Tkaczyk kämpfte um seine Chance und bekam von Trainer Ola Lindgren Ende der vergangenen Saison viele Spielanteile. Die Löwen wollten wissen: Packt es der 29-Jährige noch einmal oder nicht? Die Antwort lautete „Ja“. Der Rechtshänder mit dem Rockstar-Image bestand den Härtetest und zahlte das Vertrauen des Trainers gleich am ersten Spieltag der neuen Saison zurück. Beim 31:30-Bundesliga-Auftaktsieg der Gelbhemden beim HBW Balingen-Weilstetten avancierte der Pole zum Matchwinner.

„Er hatte einen Bombentag“, freute sich Manager Thorsten Storm für den treffsicheren Ex-Magdeburger, der von seinen Kollegen auf dem Weg in die Kabine mit Lob überschüttet wurde. Der gefeierte Held nahm die vielen warmen Worte zur Kenntnis, verfiel aber nicht in große Euphorie.
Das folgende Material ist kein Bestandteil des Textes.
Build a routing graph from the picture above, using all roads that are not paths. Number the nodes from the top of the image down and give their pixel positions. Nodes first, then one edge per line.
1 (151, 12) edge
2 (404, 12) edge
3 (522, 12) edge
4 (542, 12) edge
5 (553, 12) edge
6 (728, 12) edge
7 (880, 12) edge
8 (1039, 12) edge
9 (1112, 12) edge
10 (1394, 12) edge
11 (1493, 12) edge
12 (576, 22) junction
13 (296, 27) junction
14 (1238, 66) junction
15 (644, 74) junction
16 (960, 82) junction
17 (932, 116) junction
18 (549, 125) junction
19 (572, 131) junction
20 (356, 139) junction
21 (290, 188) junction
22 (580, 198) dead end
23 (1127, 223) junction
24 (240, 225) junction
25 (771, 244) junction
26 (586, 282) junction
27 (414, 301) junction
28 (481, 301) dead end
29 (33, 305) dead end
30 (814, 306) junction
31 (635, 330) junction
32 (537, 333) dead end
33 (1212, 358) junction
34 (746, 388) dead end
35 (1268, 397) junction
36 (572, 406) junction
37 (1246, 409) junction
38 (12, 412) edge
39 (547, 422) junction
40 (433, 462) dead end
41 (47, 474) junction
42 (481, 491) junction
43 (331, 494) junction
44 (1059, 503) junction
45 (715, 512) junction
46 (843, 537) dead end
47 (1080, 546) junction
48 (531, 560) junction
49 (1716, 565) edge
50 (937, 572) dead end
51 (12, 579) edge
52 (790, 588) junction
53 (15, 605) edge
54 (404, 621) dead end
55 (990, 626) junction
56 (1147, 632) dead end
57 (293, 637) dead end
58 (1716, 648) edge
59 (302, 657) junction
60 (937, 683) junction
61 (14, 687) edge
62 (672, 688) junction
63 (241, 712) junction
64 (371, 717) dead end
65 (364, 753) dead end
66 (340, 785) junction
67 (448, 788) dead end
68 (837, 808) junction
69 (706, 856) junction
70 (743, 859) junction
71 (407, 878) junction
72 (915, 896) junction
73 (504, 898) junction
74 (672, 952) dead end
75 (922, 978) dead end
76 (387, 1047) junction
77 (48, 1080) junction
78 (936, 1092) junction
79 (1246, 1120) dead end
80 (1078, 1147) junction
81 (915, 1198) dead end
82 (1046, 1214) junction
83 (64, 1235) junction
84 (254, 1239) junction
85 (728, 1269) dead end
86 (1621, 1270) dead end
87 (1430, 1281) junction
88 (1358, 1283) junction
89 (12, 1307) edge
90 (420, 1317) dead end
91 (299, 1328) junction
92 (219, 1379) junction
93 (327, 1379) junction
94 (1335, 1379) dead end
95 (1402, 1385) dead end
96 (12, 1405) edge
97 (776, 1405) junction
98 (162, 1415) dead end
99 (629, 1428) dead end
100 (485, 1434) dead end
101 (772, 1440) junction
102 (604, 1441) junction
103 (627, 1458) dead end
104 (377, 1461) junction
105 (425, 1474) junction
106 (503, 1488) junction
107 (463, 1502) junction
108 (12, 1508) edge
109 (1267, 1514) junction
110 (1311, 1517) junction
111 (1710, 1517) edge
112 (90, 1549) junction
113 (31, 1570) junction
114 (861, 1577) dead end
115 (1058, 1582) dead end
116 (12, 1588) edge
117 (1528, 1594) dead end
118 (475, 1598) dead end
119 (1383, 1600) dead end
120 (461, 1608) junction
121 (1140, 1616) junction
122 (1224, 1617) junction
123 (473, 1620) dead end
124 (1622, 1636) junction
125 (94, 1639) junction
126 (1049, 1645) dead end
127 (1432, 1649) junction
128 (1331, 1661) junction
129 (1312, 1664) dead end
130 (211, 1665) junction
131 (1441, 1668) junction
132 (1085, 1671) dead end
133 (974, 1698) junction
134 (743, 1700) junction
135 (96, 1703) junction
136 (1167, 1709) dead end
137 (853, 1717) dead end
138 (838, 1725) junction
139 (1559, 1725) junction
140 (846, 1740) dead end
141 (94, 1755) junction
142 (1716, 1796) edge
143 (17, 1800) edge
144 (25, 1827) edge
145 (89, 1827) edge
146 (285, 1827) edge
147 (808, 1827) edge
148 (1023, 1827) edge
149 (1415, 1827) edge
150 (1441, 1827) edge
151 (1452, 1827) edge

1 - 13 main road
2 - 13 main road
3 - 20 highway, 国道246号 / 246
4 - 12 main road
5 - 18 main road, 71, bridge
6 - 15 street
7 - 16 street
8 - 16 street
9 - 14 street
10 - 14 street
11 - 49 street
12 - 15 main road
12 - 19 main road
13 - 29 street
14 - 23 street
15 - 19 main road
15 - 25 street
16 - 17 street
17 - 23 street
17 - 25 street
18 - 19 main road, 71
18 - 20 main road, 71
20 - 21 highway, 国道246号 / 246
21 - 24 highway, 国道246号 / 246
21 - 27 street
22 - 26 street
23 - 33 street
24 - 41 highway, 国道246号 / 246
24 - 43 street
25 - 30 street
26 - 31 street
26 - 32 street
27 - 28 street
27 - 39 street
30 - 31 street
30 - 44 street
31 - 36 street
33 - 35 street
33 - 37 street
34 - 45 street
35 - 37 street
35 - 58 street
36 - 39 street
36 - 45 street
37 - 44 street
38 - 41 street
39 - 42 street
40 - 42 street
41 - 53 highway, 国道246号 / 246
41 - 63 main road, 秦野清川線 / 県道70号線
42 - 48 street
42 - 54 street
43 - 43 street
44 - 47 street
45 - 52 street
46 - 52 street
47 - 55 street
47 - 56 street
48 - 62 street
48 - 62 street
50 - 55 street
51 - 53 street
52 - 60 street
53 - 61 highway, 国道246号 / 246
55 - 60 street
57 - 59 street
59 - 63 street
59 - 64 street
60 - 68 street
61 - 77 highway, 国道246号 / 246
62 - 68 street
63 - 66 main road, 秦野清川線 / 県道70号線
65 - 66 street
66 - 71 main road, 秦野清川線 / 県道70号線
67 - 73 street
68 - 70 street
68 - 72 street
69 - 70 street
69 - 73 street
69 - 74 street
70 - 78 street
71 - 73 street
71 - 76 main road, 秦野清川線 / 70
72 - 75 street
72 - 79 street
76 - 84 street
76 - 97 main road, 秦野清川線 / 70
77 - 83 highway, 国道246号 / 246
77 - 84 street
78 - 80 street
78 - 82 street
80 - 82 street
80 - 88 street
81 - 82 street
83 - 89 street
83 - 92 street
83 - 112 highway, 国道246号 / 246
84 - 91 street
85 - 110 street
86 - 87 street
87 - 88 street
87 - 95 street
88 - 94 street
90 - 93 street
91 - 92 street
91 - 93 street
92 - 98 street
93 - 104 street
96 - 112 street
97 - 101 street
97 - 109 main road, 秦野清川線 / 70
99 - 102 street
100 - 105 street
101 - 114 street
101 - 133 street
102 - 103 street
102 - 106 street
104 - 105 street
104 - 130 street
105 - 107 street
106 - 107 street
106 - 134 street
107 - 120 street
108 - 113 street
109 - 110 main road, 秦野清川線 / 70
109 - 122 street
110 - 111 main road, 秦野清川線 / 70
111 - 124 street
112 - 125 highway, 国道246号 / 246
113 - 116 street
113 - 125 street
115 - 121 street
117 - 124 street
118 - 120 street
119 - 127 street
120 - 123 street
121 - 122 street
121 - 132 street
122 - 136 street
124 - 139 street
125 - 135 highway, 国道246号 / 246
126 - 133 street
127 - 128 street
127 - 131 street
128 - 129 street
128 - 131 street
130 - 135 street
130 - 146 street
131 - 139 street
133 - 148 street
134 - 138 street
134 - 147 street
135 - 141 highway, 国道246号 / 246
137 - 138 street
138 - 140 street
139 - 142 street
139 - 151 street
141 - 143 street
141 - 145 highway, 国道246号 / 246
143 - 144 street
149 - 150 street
„Keine Schmerzen im Knie, zwei Punkte und acht Tore von mir. Damit kann ich zufrieden sein“, sagte Tkaczyk, der mittlerweile nicht mehr auf der Mitte spielt, sondern auf der halblinken Königsposition agiert und in Balingen fast 60 Minuten lang auf der Platte stand. Sein Kumpel Karol Bielecki kam dagegen nicht zum Einsatz, was jedoch nichts mit der Erblindung seines linken Auges zu tun hatte, wie der Sportliche Berater Kent-Harry Andersson versicherte: „Balingen-Weilstetten hat mit einer 3-2-1-Deckung gespielt – und das liegt Karol nicht. Deshalb haben wir auf Grzegorz gesetzt. Hätte er schlecht gespielt, wäre Karol gekommen. Aber dafür gab es keinen Grund. Das ändert aber nichts daran, dass wir vollstes Vertrauen in Bielecki haben.“

Bielecki eine Alternative

Beim HBW ging es jedoch ohne den Rotschopf, was allein an Tkaczyk lag. Der Pole war Lindgrens Trumpfkarte gegen die offensive Balinger Deckung. „Er hat einen guten Wurf, ist spielerisch sehr stark und ungemein explosiv. Grzegorz ist ein ganz wichtiger Spieler für uns“, meinte der Löwen-Trainer, der sich zurzeit wenig Gedanken um die halblinke Position machen muss: „Ich bin froh, dass mir zwei unterschiedliche Spielertypen in einer guten Form zur Verfügung stehen.“ Allerdings müsse Bielecki nach der Erblindung sein Deckungsverhalten verbessern: „Im Abwehrbereich kommt noch viel Arbeit auf ihn zu. Aber ich bin zufrieden mit seiner Entwicklung. Er macht Fortschritte.“

Schon im Derby am Dienstag (20.15 Uhr/SAP Arena) gegen Frisch Auf Göppingen könnte Bielecki wieder eine Alternative sein – zumindest in der Offensive. „Ich gehe davon aus, dass der Gegner mit einer 6-0-Abwehr spielt. Das liegt Karol“, meinte Lindgren. Sollte sein Kollege Velimir Petkovic ihn jedoch überraschen, muss sich der Löwen-Coach keine Sorgen machen: Er hat ja noch Grzegorz Tkaczyk.